▸ **PROBLEM DETAILS**:
All records below are to be duplicated exactly, with every picture excluded.

▸ **RECORDS FOR THIS EXERCISE**:
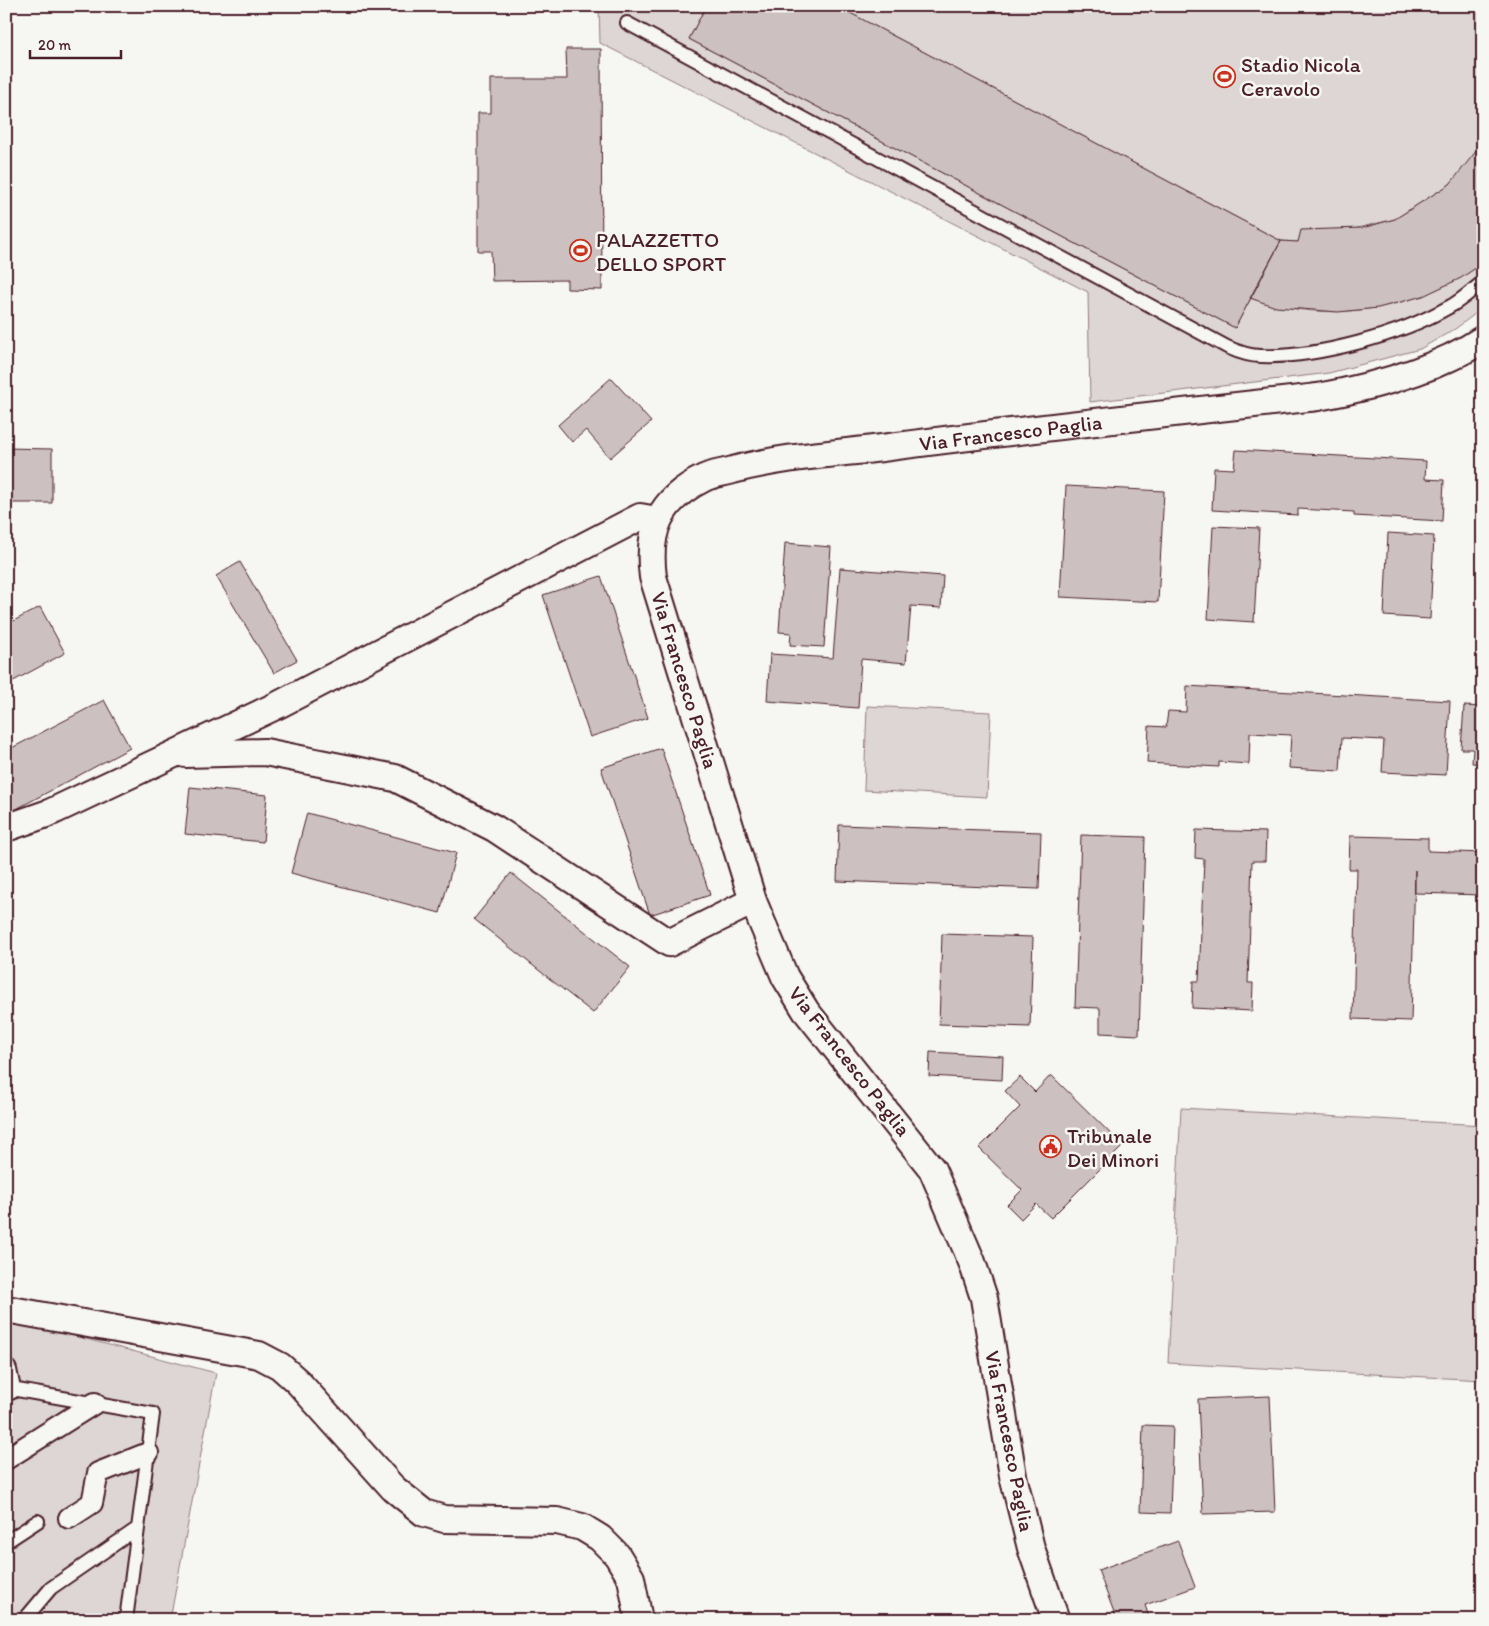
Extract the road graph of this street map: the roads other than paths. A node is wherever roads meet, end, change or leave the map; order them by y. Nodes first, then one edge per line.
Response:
1 (627, 23) dead end
2 (1483, 282) edge
3 (1483, 339) edge
4 (657, 520) junction
5 (174, 754) junction
6 (6, 828) edge
7 (753, 901) junction
8 (6, 1309) edge
9 (7, 1382) edge
10 (95, 1403) junction
11 (148, 1453) junction
12 (6, 1459) edge
13 (69, 1518) dead end
14 (38, 1521) dead end
15 (138, 1528) junction
16 (6, 1542) edge
17 (24, 1620) edge
18 (126, 1620) edge
19 (639, 1620) edge
20 (1056, 1620) edge

1 - 2 lane
3 - 4 street, Via Francesco Paglia
4 - 5 street
4 - 7 street, Via Francesco Paglia
5 - 6 street
5 - 7 street
7 - 20 street, Via Francesco Paglia
8 - 19 street
9 - 10 lane
10 - 11 lane
10 - 12 street
11 - 13 street
11 - 15 lane
14 - 16 lane
15 - 17 lane
15 - 18 lane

▸ **SOLVED EXERCISE**:
Extract the road graph of this street map: the roads other than paths. A node is wherever roads meet, end, change or leave the map; order them by y. Nodes first, then one edge per line.
Response:
1 (627, 23) dead end
2 (1483, 282) edge
3 (1483, 339) edge
4 (657, 520) junction
5 (174, 754) junction
6 (6, 828) edge
7 (753, 901) junction
8 (6, 1309) edge
9 (7, 1382) edge
10 (95, 1403) junction
11 (148, 1453) junction
12 (6, 1459) edge
13 (69, 1518) dead end
14 (38, 1521) dead end
15 (138, 1528) junction
16 (6, 1542) edge
17 (24, 1620) edge
18 (126, 1620) edge
19 (639, 1620) edge
20 (1056, 1620) edge

1 - 2 lane
3 - 4 street, Via Francesco Paglia
4 - 5 street
4 - 7 street, Via Francesco Paglia
5 - 6 street
5 - 7 street
7 - 20 street, Via Francesco Paglia
8 - 19 street
9 - 10 lane
10 - 11 lane
10 - 12 street
11 - 13 street
11 - 15 lane
14 - 16 lane
15 - 17 lane
15 - 18 lane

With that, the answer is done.